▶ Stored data
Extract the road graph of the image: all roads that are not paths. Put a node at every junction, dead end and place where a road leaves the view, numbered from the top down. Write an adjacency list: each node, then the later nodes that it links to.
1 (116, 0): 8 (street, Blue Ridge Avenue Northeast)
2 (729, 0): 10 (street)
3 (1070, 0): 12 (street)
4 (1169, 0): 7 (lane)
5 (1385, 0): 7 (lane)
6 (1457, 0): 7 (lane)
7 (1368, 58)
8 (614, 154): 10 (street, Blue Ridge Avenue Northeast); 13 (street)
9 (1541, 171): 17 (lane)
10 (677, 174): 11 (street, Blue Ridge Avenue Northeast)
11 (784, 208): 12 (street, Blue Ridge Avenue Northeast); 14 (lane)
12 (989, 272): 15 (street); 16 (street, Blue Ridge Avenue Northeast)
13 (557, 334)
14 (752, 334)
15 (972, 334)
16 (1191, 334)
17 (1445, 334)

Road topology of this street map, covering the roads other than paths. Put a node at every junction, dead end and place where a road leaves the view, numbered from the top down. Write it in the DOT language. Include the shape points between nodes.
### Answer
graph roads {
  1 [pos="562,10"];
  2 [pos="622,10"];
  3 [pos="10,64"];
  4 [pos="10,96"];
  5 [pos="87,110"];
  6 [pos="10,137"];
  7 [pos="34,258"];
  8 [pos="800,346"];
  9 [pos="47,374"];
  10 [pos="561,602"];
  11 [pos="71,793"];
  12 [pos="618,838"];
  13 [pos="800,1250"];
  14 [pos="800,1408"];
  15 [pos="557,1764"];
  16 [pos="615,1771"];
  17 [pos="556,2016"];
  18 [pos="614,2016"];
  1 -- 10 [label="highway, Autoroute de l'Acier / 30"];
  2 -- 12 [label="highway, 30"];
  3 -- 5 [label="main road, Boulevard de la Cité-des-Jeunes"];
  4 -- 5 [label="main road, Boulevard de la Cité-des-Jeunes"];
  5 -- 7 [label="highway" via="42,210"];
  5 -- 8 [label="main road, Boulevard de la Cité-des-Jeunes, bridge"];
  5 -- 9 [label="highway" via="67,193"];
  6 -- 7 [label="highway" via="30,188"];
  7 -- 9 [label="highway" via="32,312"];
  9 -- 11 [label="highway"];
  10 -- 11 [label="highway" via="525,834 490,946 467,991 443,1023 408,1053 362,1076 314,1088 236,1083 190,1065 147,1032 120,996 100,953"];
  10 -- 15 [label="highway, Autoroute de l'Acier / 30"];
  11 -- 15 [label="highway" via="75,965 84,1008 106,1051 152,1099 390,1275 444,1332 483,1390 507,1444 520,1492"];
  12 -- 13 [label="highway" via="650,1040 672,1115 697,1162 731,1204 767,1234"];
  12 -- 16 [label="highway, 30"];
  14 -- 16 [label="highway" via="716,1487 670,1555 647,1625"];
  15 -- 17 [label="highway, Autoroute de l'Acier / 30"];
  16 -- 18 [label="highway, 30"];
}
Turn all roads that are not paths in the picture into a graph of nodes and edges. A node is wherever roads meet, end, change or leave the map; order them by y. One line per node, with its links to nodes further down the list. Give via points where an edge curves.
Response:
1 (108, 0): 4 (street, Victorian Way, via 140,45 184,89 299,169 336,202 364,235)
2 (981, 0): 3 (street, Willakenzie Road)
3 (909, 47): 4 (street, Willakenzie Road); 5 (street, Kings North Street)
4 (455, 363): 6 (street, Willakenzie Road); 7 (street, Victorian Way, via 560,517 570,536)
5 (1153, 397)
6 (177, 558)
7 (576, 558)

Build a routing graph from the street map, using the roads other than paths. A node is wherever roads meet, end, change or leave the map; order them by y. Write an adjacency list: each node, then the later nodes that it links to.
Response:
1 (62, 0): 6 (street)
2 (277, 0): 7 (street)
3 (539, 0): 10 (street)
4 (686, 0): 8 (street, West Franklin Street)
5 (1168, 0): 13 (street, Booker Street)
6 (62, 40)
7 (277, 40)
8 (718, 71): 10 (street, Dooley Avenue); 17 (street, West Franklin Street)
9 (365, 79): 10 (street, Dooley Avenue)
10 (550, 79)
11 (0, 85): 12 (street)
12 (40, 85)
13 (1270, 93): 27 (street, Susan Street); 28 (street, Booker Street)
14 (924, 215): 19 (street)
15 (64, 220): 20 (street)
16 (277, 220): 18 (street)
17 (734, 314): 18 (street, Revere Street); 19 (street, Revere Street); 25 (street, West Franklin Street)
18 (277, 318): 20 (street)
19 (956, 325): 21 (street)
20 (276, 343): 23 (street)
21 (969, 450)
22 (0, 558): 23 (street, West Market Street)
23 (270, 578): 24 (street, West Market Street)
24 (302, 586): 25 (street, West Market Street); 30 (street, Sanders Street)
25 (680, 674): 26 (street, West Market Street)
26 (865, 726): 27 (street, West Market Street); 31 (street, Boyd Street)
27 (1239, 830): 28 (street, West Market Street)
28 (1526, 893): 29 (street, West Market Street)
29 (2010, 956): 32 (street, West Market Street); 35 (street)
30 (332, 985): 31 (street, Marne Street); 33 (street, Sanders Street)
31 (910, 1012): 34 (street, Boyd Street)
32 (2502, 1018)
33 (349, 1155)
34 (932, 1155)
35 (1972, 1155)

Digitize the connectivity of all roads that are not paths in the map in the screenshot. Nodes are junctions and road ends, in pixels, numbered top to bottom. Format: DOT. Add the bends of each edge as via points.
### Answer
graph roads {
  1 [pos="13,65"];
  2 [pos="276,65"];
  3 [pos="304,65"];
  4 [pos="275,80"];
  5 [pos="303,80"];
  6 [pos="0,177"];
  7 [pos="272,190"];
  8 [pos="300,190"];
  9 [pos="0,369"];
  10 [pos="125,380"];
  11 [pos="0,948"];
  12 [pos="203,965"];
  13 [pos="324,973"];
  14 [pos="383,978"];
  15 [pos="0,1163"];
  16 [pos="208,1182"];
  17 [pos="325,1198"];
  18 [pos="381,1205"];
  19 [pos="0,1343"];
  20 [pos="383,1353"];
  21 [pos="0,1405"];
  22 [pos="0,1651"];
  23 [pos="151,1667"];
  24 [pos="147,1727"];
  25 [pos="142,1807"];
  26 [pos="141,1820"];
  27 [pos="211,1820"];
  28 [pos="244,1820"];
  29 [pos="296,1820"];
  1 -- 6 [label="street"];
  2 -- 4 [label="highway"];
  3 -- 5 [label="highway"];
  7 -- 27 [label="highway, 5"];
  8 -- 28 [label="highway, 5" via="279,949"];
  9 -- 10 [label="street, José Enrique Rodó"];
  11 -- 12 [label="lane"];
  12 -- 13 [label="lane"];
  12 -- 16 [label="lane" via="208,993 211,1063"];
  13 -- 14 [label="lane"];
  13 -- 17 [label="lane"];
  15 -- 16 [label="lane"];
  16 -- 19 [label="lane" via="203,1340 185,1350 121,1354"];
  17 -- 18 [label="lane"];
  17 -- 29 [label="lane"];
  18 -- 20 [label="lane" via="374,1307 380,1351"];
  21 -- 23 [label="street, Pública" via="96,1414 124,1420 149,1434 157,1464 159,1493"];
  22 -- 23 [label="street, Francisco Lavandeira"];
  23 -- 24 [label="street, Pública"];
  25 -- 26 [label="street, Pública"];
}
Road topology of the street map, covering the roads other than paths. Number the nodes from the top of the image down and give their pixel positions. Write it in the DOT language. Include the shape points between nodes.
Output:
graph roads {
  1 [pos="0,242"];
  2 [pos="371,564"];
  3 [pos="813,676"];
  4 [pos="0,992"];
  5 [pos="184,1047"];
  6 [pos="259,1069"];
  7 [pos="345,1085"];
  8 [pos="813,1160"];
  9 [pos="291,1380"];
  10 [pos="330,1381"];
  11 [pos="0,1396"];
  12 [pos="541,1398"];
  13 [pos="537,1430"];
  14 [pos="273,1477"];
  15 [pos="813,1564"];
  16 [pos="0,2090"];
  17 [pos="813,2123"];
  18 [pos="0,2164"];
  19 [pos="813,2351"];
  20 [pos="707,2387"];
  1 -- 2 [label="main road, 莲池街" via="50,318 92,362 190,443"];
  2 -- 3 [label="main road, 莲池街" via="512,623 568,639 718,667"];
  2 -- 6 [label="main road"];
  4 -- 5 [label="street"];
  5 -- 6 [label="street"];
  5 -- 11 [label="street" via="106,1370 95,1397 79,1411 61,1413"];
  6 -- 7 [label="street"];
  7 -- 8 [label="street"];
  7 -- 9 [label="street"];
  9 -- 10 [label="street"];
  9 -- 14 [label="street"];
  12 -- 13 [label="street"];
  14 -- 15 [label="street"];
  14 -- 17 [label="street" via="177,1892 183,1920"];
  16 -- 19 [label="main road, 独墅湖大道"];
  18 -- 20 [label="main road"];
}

▶ What you need to do
Tell how many lines of the entries above include "covering". The answer should be the number and nothing more.

▶ The completed task
2